# BlackLight Power



## soulsurvivor (Jul 4, 2004)

I sure hope these folks get to stick around and see this into mass production. 

http://blog.world-mysteries.com/uncategorized/blacklight-power-has-free-energy-arrived/

I'm ready to roast my wienies in a new way. I'm glad to see they have applied for patents worldwide. Maybe they can get one through and past the sticky hands of GE and Serco.


----------



## Harry Chickpea (Dec 19, 2008)

SCAM. Ongoing SCAM. He could use it to power Meuller's flying car that he has been "developing" since the 1950s. Same money-making concept. Find a plausible idea with great possibilities and benefits, then even though you know it won't work, you convince others to invest money to let you explore it further. The money is just as green.

http://scientopia.org/blogs/goodmath/2011/12/29/hydrinos-impressive-free-energy-crackpottery/

In simple terms, everything leads towards entropy.

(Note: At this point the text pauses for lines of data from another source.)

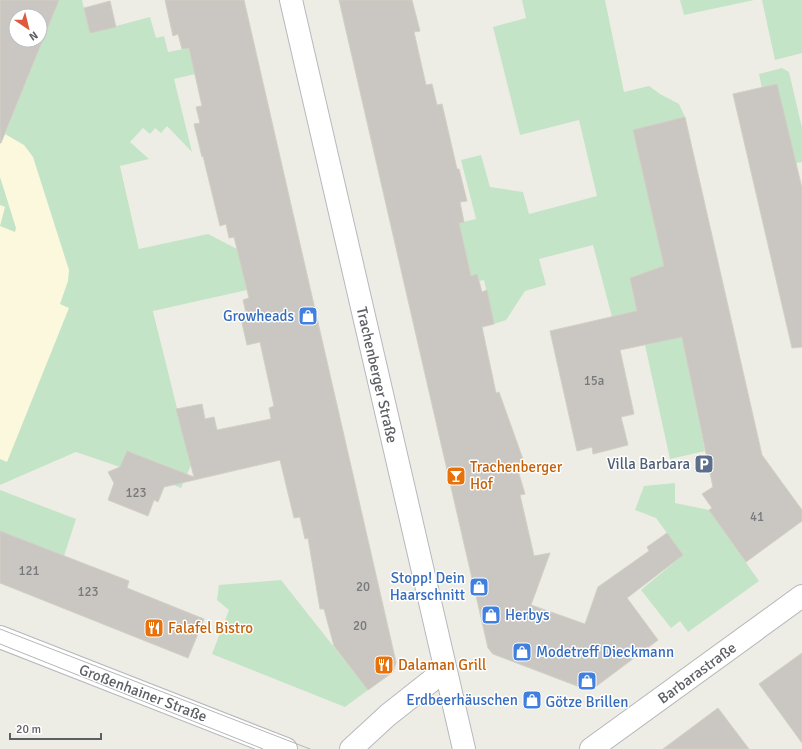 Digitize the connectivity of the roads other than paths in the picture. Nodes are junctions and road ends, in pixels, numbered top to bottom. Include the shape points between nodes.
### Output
1 (292, 0) edge
2 (802, 596) edge
3 (0, 637) edge
4 (445, 670) junction
5 (286, 749) edge
6 (351, 749) edge
7 (464, 749) edge
8 (591, 749) edge

1 - 4 street, Trachenberger Straße
2 - 8 street, Barbarastraße
3 - 5 street, Großenhainer Straße
4 - 6 street via 388,715
4 - 7 street, Trachenberger Straße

His basic idea is that hydrogen atoms have a lower energy state than they normally do, and that he harvests the energy of the atom going from a more energetic state to a lower one.

Aside from the reality that such a lower state doesn't exist, entropy would dictate that if it did, hydrogen would ALREADY have collapsed to that energy level.


----------



## soulsurvivor (Jul 4, 2004)

Thanks for the info Harry. I'm so gullible when it comes to this free energy stuff. But I do draw the line on sending them money. I like that you can tell me the truth. How about this one?
http://www.project.nsearch.com/profiles/blogs/free-energy-devices-made-in-taiwan 

and this related site to the above:
http://be-do.com/index.php/en/

Any info appreciated. I don't fully understand your critiques but I do understand the "no way" message.


----------



## Jim-mi (May 15, 2002)

Can't keep you from reading all this stuff . . .. But while you do read, just make sure your wallet and credit card is locked up in the safe.


----------



## TnAndy (Sep 15, 2005)

Good rule of thumb to follow is:

When they have one (more would be better) actually producing power at a location within a 30min drive of you, and it has been doing so for a year or more, and you can verify actual production, THEN consider buying one.

Until then, assume there are more scams on the internet than weeds in my garden.


----------



## Harry Chickpea (Dec 19, 2008)

soulsurvivor said:


> Thanks for the info Harry. I'm so gullible when it comes to this free energy stuff. But I do draw the line on sending them money. I like that you can tell me the truth. How about this one?
> http://www.project.nsearch.com/profiles/blogs/free-energy-devices-made-in-taiwan
> 
> and this related site to the above:
> ...


The actual plans for this are here:
http://hopegirl2012.files.wordpress.com/2014/03/qeg-user-manual-3-25-14.pdf Page 7 has the schematic.

It looks like a fun experiment. I'll try to de-gobbledy----- it.

A DPDT switch (a non-shorting switch that can switch between two source of power, like a generator transfer switch) allows 230 vt mains power (alternating current) to power an electric motor which turns the armature of a "generator." It also powers what we call an LC circuit (or LC oscillator) that is similar to the old ignition coil circuit used to provide high voltage low amp power to spark plugs in a car engine. That circuit puts a high voltage "bump" on the waveform on same line that feeds it.

The modified voltage is then put through two coils, one on either side of the rotor. Coils tend to "choke" off voltage spikes and express the energy as heat. Ooops!

A rotor is moving through the electromagnetic field of the coils, - but the rotor has no coil of its own - the high voltage bumps act more as static (high voltage, extremely low amperage) charges, transferring to the rotor like in a Wimhurst machine. 

Then the physics begin to break down. The ten capacitors in series are flummery. One puts capacitors in series to overcome limits in the breakdown voltage, and by ganging ten of them a voltage of 25,000 volts can be handled. In reality, a simple Leyden jar could replace them.

However... there is a direct short between the poles of the capacitor array, going through the two coils. As the rotor circles, a current will resonate between the coils but the current (amperage) will remain small even if the voltage is high.

In the warped theory, the high voltage high amperage current would go back as electromagnetic energy into the rotor and then to the original two coils, which would convert it to electrical energy, achieving over-unity. At that point the DPDT switch would be thrown to make the unit self powering.

It is cute, because it is a pastiche of a few different ideas. Wimhurst machines and spark coils are fun on their own. Add some electromagnetism and it gets even more playful. However, as a ^1 machine, it fails.


----------



## soulsurvivor (Jul 4, 2004)

Thank you for taking the time to educate me Harry. If you find these types entertaining then you could have a field day looking at Mehran Keshe on youtube. He's been around for a few years and has quite the imagination.


----------